The authors are accountable for all aspects of the work and guarantee that questions related to the accuracy or integrity of any part of the work are appropriately investigated and resolved. All procedures performed in the studies involving human participants were in accordance also the ethical standards of the institutional and/or national research committee and with the 1964 Helsinki Declaration (as revised in 2013) and its later amendments or comparable ethical standards.

Consent to participate and for publication

In accordance with European regulations, French observational studies without any additional therapy or monitoring procedures do not need the approval of an ethics committee.
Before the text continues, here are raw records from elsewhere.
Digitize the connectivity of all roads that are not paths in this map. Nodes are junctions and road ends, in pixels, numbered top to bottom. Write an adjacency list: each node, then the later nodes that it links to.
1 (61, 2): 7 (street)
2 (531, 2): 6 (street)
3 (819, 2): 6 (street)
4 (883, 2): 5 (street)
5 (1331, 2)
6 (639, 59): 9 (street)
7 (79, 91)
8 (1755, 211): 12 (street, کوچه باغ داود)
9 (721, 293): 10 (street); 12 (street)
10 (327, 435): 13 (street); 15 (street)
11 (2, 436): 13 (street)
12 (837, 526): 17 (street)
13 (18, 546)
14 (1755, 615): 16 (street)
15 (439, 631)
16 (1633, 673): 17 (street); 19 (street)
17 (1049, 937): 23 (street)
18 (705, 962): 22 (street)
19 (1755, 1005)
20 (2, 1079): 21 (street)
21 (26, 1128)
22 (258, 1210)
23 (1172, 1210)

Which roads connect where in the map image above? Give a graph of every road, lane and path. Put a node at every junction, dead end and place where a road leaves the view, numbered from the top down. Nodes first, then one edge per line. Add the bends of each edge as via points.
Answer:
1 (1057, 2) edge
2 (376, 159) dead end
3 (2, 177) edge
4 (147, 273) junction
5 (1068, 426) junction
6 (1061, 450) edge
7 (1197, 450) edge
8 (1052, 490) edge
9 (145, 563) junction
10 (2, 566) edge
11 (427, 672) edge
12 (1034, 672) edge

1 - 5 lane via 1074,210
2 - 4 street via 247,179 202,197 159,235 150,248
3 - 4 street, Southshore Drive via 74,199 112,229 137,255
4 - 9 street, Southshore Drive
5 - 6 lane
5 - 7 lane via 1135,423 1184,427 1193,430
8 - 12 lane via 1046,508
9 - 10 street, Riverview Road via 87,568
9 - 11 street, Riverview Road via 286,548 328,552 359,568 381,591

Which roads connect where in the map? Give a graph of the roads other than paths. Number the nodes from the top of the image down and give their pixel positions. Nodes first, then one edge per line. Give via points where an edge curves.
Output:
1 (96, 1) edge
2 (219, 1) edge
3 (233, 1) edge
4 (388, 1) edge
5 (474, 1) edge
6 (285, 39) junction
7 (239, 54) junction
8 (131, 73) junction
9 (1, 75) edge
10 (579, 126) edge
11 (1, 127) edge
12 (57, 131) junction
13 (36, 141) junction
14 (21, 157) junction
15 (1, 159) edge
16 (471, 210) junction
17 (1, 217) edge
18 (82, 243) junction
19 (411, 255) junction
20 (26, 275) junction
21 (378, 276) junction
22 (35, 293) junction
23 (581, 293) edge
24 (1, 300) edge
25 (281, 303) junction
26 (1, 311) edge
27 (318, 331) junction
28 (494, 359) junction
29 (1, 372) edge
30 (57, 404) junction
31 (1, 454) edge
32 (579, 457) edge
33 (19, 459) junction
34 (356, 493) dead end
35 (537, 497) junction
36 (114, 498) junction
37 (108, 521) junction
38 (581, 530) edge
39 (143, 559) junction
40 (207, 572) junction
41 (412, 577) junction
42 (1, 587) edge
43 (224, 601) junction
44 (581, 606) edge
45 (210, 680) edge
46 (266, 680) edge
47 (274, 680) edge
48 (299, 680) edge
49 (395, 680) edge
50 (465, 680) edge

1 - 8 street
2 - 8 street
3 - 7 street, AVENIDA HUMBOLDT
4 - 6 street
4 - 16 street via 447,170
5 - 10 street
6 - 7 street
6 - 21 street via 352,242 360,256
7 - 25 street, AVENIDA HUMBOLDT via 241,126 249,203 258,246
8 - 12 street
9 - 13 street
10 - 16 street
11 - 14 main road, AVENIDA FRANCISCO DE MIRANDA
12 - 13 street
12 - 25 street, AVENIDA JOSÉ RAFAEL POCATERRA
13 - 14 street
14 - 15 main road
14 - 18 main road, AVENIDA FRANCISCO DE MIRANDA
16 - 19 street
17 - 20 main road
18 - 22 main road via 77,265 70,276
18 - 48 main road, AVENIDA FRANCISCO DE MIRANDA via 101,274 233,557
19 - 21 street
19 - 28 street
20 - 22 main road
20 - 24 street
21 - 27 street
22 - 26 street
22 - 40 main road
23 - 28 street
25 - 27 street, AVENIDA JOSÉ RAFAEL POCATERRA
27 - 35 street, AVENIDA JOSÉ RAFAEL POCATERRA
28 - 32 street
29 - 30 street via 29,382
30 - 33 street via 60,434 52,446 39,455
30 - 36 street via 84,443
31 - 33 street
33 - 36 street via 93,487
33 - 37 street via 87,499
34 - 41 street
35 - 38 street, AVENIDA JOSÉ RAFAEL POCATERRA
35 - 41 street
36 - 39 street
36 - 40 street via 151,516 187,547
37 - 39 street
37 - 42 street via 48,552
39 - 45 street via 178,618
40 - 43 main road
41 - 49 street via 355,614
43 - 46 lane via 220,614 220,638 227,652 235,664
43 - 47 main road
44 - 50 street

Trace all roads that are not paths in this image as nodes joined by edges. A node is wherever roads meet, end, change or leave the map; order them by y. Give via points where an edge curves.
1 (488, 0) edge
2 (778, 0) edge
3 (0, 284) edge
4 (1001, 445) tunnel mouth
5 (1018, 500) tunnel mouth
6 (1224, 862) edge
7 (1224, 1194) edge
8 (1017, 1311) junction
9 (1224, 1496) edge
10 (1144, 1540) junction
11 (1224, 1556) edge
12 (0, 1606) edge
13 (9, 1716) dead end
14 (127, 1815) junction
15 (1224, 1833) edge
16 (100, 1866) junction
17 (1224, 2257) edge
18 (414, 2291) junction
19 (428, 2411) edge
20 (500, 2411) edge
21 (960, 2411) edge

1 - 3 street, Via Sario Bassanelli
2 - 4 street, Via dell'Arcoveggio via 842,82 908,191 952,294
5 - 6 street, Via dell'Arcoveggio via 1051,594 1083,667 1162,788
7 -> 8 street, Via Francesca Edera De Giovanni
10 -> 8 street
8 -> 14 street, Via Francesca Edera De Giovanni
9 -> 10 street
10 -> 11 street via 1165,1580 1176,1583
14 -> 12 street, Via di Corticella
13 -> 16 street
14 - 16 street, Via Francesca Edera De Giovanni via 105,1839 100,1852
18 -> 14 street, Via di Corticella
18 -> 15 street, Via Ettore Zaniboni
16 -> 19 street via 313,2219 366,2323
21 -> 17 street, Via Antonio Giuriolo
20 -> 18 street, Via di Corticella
Additionally, the need for informed signed consent was waived. Nevertheless, global information for people participating in research was provided, including a specific paragraph on the possibility of using health data for research purposes. The patient had the right to oppose the transmission of data covered by medical confidentiality that may be used and processed in the context of this research. The procedure was declared to the National Institute for Health Data with the registration no. F20201023145322.